Morning Jay: There's a Bad Moon On the Rise
6:00 AM, May 27, 2011 • By JAY COST
Have you noticed that the economy is slowing down once again? The data of late has been pretty unequivocal on that front. In the last few weeks, we've seen monthly reports from Fed regional banks that show local economic growth stalling. Industrial production for April was flat. The housing market is in a double dip, despite the fact that mortgage rates are at bargain basement levels. Weekly jobless claims have bounced back up. And while the top-line number of April's unemployment report showed somewhat good news, though it also revealed clear signs that wages are not keeping pace with inflation, which is bad news, considering how dependent the economy of today is on consumer spending. Looking ahead, the major firms are already starting to cut their growth forecasts for Q2. Japan's economy slowed more than expected last quarter, and the sovereign debt crisis of Europe is back with a vengeance. Belarus just devalued its currency, Greece remains in very real danger, and China's now thinking of bailing out Portugal.

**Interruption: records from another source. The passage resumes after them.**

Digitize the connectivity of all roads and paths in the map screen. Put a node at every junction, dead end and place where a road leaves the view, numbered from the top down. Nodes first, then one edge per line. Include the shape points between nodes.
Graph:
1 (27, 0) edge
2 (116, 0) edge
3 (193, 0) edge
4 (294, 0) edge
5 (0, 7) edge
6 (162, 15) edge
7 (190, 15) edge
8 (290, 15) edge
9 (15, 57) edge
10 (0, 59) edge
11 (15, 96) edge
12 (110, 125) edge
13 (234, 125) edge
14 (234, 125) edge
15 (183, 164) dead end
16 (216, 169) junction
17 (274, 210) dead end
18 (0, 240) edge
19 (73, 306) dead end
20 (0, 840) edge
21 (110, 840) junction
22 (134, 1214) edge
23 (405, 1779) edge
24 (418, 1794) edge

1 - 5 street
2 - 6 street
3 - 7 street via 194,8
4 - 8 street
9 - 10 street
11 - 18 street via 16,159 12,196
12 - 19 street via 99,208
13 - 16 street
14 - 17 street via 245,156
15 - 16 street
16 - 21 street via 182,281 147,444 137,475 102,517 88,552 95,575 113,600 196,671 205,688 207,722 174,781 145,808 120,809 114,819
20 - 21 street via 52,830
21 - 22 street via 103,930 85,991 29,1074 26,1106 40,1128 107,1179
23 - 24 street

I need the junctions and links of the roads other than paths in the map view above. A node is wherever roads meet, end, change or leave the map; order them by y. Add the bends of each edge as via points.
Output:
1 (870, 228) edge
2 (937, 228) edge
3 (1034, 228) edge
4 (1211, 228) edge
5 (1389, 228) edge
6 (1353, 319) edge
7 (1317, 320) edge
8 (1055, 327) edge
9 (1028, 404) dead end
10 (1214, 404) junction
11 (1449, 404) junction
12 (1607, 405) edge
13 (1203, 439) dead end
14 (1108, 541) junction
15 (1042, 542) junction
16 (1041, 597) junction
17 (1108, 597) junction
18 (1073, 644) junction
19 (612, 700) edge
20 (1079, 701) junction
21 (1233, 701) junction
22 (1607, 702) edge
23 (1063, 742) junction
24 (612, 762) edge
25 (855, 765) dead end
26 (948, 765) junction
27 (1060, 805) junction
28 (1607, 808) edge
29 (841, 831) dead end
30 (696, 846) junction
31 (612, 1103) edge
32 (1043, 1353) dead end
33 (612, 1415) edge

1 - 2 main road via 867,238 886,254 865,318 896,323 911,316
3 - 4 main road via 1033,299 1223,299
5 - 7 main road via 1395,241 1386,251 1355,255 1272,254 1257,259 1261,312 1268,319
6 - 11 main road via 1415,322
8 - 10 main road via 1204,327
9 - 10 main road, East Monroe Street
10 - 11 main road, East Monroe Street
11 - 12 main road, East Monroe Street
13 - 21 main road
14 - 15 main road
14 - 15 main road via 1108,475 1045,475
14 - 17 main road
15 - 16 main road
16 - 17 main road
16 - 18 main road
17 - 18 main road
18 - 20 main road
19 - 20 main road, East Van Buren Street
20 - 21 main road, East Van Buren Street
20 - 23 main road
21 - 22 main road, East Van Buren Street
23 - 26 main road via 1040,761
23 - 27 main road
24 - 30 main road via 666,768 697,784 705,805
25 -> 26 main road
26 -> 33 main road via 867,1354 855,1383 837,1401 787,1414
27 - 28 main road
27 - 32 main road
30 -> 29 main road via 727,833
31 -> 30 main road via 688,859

The economy is relevant to the political discourse in so many ways, and I've reviewed its impact on this page regularly over the last few months. One element that I have touched on just briefly is the fact that slower growth could have significant, deleterious effects on the nation's budget deficit. Over the previous decade (2001-2010), economic growth averaged just 1.7 percent per year, yet the CBO projects an average growth rate over the next decade (2011-2020) of 2.9 percent. If we come in closer to the last decade rather than CBO's projections, federal revenue collections will inevitably be hampered, as the tax code is highly progressive and a lower rate of growth will keep people out of the higher income brackets. Meanwhile, federal spending would not fall at a corresponding rate, as appropriations are set by the political cycle and not the business cycle.

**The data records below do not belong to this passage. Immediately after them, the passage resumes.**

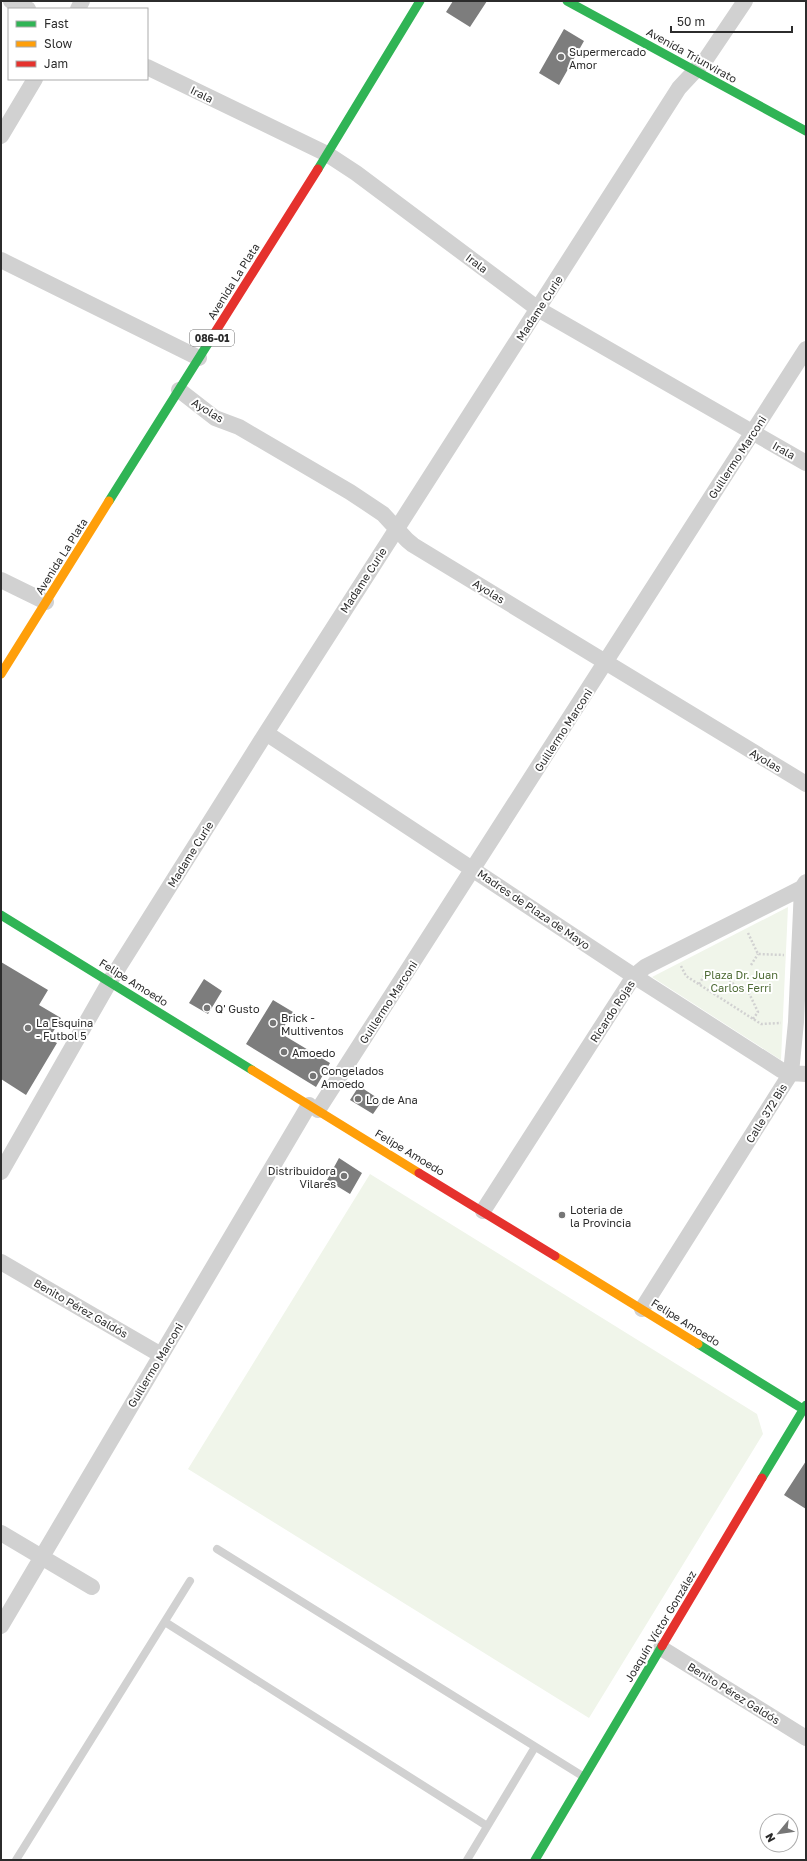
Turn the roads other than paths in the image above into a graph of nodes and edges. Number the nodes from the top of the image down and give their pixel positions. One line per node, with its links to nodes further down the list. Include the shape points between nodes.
1 (11, 1): 5 (street)
2 (420, 1): 11 (main road, Avenida La Plata / 086-01)
3 (567, 1): 7 (main road, Avenida Triunvirato)
4 (745, 1): 7 (street, Madame Curie, via 706,59)
5 (26, 8)
6 (148, 67): 11 (street, Irala)
7 (695, 70): 9 (main road, Avenida Triunvirato); 13 (street, Madame Curie, via 679,88)
8 (35, 80): 10 (street)
9 (806, 131)
10 (1, 136)
11 (327, 154): 13 (street, Irala); 15 (main road, Avenida La Plata / 086-01)
12 (1, 260): 15 (street)
13 (538, 309): 17 (street, Irala); 19 (street, Madame Curie)
14 (806, 349): 17 (street, Guillermo Marconi)
15 (199, 358): 16 (main road, Avenida La Plata / 086-01)
16 (179, 390): 19 (street, Ayolas, via 215,418 239,427 350,492 384,514); 21 (main road, Avenida La Plata / 086-01)
17 (752, 433): 18 (street, Irala); 22 (street, Guillermo Marconi)
18 (806, 463)
19 (397, 527): 22 (street, Ayolas, via 413,545); 24 (street, Madame Curie)
20 (1, 580): 21 (street)
21 (46, 602): 23 (main road, Avenida La Plata / 086-01)
22 (606, 662): 25 (street, Ayolas); 26 (street, Guillermo Marconi)
23 (1, 674)
24 (266, 733): 26 (street, Madres de Plaza de Mayo); 30 (street, Madame Curie)
25 (806, 784)
26 (474, 869): 29 (street, Madres de Plaza de Mayo); 32 (street, Guillermo Marconi)
27 (804, 885): 29 (street, Ricardo Rojas, via 645,967); 31 (street, Calle 372 Bis, via 798,956)
28 (1, 915): 30 (main road, Felipe Amoedo)
29 (634, 976): 31 (street, Madres de Plaza de Mayo, via 781,1070); 34 (street, Ricardo Rojas)
30 (110, 981): 32 (main road, Felipe Amoedo); 33 (street, Madame Curie)
31 (798, 1074): 36 (street, Calle 372 Bis)
32 (314, 1108): 34 (main road, Felipe Amoedo); 37 (street, Guillermo Marconi)
33 (1, 1172)
34 (483, 1211): 36 (main road, Felipe Amoedo)
35 (1, 1262): 37 (street, Benito Pérez Galdós)
36 (642, 1309): 38 (main road, Felipe Amoedo)
37 (161, 1355): 41 (street, Guillermo Marconi)
38 (805, 1408): 46 (main road, Joaquín Víctor González)
39 (1, 1533): 41 (street)
40 (217, 1549): 48 (lane)
41 (41, 1558): 43 (street); 45 (street, Guillermo Marconi)
42 (190, 1581): 44 (lane)
43 (92, 1587)
44 (165, 1622): 50 (lane); 51 (lane)
45 (1, 1626)
46 (661, 1648): 47 (street, Benito Pérez Galdós); 49 (main road, Joaquín Víctor González)
47 (806, 1738)
48 (535, 1747): 49 (lane); 50 (lane)
49 (584, 1777): 53 (main road, Joaquín Víctor González)
50 (487, 1826): 52 (lane)
51 (16, 1860)
52 (466, 1860)
53 (536, 1860)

All told, weak growth -- the kind that we've been stuck with since 2001 -- could produce a 10-year budget deficit that is trillions more than what CBO currently projects as the baseline. And that baseline is already at about $7.5 trillion, plus it assumes away many important spending/revenue adjustments like the Medicare "doc fix," the unlikelihood of Democrats getting their tax hike (they call it, "repealing the Bush tax cuts," but there is no real difference from an economic standpoint), the extreme unlikelihood that Obamacare will reduce the deficit, and more.
In other words, when we take a sober, fair-minded look at what the baseline budget would be under realistic political and economic conditions, we are faced with a terrifying truth: the status quo in American fiscal policy is no longer sustainable.
The bulk of political commentators, and the political class in general, have yet to wrap their minds around this fact, although there are several notable exceptions to the general tendency. These farsighted few now see the bad moon rising over the nation's capitol, and they know it portends a dramatic, painful change in the way things work in D.C.